* [REQUIRED WORK]: In the material below, count the lines where the word "DANDERYDSVÄGEN" appears. Nothing but the number, please.

##### WORKING DATA

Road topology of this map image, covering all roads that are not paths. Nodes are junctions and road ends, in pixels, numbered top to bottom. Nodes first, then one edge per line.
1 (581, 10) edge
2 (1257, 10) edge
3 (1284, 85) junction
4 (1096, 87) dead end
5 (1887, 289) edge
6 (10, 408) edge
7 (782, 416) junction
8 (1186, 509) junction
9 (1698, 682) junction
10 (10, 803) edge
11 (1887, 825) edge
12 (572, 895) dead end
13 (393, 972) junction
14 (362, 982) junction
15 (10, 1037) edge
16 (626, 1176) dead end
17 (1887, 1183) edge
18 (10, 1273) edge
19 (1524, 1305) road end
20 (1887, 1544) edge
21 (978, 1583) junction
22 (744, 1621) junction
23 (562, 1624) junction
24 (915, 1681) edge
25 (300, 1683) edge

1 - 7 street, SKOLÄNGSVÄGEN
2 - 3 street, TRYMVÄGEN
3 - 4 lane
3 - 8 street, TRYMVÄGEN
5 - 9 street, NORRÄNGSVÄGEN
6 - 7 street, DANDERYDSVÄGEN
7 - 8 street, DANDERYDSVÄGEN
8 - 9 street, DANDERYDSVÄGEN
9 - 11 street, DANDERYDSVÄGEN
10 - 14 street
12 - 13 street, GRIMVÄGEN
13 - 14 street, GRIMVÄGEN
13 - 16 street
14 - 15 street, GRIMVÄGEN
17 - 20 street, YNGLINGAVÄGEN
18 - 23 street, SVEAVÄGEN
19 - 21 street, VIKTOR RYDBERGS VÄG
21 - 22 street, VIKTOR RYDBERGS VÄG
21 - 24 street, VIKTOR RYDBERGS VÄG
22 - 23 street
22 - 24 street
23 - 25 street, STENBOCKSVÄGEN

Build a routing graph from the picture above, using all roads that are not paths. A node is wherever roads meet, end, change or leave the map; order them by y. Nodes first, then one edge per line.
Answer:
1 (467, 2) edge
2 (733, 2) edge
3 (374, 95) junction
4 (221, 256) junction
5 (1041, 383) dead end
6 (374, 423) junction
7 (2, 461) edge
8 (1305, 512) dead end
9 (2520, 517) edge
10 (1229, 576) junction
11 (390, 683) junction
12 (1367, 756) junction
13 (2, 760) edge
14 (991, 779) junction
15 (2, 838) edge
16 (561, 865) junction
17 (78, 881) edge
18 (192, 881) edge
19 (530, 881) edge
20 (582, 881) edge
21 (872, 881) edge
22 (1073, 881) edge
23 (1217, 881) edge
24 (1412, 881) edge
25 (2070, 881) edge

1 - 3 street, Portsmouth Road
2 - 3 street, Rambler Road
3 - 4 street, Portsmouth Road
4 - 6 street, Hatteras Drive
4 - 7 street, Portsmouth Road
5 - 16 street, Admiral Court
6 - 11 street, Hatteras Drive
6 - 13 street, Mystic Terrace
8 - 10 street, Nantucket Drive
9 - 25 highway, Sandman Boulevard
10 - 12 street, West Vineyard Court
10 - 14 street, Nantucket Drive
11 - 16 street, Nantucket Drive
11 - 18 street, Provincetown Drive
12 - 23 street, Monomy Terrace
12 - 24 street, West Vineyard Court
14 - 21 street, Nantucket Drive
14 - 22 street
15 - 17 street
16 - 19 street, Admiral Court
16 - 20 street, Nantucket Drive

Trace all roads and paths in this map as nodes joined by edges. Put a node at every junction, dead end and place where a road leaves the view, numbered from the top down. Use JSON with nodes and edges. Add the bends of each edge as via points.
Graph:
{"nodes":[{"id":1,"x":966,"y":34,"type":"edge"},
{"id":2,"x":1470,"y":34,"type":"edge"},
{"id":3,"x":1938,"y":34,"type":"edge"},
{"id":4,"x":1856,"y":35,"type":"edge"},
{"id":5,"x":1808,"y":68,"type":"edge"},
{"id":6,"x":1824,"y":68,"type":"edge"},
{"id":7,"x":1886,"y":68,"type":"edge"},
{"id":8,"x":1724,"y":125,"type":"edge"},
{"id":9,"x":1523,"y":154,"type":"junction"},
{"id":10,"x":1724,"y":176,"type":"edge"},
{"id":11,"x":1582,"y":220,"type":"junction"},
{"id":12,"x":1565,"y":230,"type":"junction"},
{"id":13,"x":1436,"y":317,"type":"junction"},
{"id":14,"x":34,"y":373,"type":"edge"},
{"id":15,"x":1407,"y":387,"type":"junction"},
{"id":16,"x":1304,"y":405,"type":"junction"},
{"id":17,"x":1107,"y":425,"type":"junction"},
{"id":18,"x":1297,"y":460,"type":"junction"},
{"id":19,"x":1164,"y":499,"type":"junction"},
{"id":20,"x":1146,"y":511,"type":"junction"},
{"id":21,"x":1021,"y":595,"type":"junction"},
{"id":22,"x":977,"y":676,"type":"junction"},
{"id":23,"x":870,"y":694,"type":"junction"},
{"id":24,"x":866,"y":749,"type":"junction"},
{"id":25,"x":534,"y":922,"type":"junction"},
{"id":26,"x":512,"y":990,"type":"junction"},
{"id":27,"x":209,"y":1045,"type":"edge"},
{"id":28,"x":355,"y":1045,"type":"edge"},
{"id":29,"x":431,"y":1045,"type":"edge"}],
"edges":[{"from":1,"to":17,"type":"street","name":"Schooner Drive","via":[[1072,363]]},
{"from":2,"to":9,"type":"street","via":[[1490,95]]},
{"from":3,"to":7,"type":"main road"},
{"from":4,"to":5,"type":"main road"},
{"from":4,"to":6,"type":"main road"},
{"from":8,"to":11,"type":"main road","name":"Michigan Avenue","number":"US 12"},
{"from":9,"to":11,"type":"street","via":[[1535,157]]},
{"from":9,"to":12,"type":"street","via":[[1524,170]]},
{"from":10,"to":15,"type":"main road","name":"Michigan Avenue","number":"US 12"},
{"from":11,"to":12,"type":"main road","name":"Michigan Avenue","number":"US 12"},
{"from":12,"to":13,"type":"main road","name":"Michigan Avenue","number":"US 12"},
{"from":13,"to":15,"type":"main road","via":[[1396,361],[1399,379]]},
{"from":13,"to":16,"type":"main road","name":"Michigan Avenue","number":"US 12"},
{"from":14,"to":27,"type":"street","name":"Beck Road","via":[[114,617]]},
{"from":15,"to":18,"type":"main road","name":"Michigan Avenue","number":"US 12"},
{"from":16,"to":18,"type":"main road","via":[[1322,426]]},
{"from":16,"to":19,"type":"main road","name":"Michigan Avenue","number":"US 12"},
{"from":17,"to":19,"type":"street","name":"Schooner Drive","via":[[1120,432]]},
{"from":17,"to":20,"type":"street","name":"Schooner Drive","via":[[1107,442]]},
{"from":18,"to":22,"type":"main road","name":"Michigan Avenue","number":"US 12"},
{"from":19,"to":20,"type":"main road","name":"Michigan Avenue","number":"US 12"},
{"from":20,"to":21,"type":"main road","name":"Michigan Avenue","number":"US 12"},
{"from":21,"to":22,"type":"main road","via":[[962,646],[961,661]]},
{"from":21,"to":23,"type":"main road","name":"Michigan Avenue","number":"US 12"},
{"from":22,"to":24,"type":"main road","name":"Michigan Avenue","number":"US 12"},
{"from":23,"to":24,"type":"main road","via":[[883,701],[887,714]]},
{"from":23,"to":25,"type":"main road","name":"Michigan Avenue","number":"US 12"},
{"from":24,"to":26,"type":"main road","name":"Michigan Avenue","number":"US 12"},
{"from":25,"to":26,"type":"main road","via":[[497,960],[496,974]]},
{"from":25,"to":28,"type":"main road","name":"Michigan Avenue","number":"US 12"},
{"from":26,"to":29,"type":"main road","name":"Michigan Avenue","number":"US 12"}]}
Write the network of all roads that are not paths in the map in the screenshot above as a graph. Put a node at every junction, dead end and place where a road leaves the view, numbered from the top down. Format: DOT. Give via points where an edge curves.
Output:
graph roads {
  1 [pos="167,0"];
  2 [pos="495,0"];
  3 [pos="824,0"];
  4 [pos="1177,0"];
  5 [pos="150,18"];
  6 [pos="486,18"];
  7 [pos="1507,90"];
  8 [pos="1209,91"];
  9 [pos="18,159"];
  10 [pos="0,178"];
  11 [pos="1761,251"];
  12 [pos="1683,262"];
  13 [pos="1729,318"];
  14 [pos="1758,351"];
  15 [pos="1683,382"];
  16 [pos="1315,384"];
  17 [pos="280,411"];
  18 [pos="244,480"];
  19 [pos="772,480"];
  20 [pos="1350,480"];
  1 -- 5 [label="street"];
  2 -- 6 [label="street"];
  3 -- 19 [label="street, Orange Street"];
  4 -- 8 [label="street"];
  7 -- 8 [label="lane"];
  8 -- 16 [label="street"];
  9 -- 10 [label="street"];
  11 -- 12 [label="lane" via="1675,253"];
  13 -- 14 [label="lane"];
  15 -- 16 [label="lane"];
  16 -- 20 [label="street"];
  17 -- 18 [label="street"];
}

##########

* [ANSWER AREA]: 4